Die Welle opens inside a car careening around corners while the driver belts along to a cover of The Ramones’ Rock and Roll High School. Mr. Wenger (Jürgen Vogel) is at the wheel. He’s on his way to school where he’s teaching a segment on autocracy. Wenger is a dynamic teacher but he’s disappointed because he preferred to teach anarchy. Wenger begins a discussion on dictatorships. When Nazi Germany comes up, the students make a collective eye-roll. Being Germans, they are exhausted on discussing the topic because it would “never happen again.” Couldn’t it though? Wenger counters and thus it begins.

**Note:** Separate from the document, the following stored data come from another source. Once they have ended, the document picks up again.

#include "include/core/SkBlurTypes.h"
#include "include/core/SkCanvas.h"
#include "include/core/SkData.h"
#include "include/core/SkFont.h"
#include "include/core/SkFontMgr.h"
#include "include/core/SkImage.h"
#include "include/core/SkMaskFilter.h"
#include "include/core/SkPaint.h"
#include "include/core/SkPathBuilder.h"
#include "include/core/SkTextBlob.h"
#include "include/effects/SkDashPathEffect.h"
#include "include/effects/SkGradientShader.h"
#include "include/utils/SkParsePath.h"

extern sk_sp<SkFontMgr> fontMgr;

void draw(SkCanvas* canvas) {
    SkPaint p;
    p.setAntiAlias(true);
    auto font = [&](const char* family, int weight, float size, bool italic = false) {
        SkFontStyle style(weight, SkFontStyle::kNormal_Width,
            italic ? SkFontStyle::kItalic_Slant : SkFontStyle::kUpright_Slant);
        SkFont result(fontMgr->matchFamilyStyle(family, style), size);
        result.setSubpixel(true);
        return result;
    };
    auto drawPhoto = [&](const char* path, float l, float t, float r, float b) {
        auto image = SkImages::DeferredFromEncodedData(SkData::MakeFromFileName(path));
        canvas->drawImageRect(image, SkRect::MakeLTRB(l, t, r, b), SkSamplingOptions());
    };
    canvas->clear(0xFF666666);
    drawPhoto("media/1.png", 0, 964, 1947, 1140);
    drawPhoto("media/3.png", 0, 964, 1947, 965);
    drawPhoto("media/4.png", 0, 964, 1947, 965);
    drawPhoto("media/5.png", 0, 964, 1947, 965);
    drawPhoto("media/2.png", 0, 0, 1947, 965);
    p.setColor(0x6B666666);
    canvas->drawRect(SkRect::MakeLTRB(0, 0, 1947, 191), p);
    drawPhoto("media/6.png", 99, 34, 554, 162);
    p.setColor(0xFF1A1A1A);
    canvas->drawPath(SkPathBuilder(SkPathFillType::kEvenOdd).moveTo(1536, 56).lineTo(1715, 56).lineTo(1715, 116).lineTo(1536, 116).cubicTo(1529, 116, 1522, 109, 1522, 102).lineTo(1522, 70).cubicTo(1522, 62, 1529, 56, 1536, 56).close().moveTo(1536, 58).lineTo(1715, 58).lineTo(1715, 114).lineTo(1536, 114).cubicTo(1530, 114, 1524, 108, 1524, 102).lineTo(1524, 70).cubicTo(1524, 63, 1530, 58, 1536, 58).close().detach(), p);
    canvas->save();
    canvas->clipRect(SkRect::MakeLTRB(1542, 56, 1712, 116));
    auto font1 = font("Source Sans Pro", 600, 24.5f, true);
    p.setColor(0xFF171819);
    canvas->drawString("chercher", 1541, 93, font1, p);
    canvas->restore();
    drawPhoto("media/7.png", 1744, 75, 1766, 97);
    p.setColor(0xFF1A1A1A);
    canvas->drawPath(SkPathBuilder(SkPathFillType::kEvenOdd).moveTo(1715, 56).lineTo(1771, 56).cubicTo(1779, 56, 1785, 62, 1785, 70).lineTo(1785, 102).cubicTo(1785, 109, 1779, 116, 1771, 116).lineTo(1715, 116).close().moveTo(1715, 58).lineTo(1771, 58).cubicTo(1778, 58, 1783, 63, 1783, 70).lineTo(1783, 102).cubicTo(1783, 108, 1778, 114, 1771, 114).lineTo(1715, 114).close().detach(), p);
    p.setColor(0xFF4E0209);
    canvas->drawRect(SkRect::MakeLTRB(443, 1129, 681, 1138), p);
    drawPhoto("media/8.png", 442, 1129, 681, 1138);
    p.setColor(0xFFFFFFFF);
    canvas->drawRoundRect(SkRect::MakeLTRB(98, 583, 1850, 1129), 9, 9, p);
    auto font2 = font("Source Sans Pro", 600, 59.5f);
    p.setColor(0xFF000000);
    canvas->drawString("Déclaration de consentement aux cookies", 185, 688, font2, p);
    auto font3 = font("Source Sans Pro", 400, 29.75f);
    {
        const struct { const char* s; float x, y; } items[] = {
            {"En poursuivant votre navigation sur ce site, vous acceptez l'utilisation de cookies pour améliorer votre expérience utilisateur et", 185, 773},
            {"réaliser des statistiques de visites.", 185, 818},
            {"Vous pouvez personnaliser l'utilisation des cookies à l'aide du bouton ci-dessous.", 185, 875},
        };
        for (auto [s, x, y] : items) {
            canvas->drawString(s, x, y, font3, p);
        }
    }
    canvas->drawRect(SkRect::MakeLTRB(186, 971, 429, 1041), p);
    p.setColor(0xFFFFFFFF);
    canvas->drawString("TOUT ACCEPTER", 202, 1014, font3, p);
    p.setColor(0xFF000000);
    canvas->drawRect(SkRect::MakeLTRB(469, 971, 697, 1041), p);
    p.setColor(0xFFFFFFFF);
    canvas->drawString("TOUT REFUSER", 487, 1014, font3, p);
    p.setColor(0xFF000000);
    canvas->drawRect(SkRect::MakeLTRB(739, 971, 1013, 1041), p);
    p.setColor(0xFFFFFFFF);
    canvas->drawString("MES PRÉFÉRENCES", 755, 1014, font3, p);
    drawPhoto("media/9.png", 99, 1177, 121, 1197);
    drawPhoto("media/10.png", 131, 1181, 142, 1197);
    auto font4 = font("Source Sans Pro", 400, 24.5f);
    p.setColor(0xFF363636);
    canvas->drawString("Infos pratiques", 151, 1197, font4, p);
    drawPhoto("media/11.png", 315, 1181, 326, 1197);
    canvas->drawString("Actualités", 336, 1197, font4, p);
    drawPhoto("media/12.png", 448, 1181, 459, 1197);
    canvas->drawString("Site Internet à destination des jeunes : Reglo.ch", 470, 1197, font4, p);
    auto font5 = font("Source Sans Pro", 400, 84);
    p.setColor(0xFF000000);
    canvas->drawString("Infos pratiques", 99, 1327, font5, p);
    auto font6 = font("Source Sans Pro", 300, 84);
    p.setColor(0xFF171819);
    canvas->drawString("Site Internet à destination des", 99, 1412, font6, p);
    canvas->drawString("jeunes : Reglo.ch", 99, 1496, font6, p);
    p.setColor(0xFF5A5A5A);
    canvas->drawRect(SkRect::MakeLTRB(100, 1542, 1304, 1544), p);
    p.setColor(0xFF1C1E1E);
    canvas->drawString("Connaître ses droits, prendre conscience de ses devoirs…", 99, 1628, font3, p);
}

The class discusses the attributes required for a dictatorship: uniforms, a code of conduct, discipline. The students begin wearing white shirts, they exclude those who dissent. The usual traits that help students excel, such as smarts and the ability to verbalize a point are ignored. Following the code is most important. And, what starts happening? A logo and a hand gesture are created. New members can join at the invitation of current members. They name their movement, The Wave. They graffiti. They use body guards. They tattle on dissenters. Students are dropping other classes to attend this one. In one week, the students have gone from being ambivalent to cult-like reverence for Wenger, who is drinking his own Kool-Aid. Sounds familiar? This is Hitler and Third Reich fodder. The sense of belonging and conformity appeal to most, except a few who are squashed. All in less than one week in Wenger’s class.
Within this week, the majority of the class is aggressively crossing lines with an anything-for-the cause attitude. One student takes things to the extreme with a gun and, while seeming plausible, it comes off as forced.
The movie was inspired by true events that happened in the Palo Alto classroom of history teacher Ron Jones in the late 1960s. He said the experiment results scared him deeply because of how fast and easily the students fell into the conformity when just days earlier they guffawed as they argued that history couldn’t repeat itself.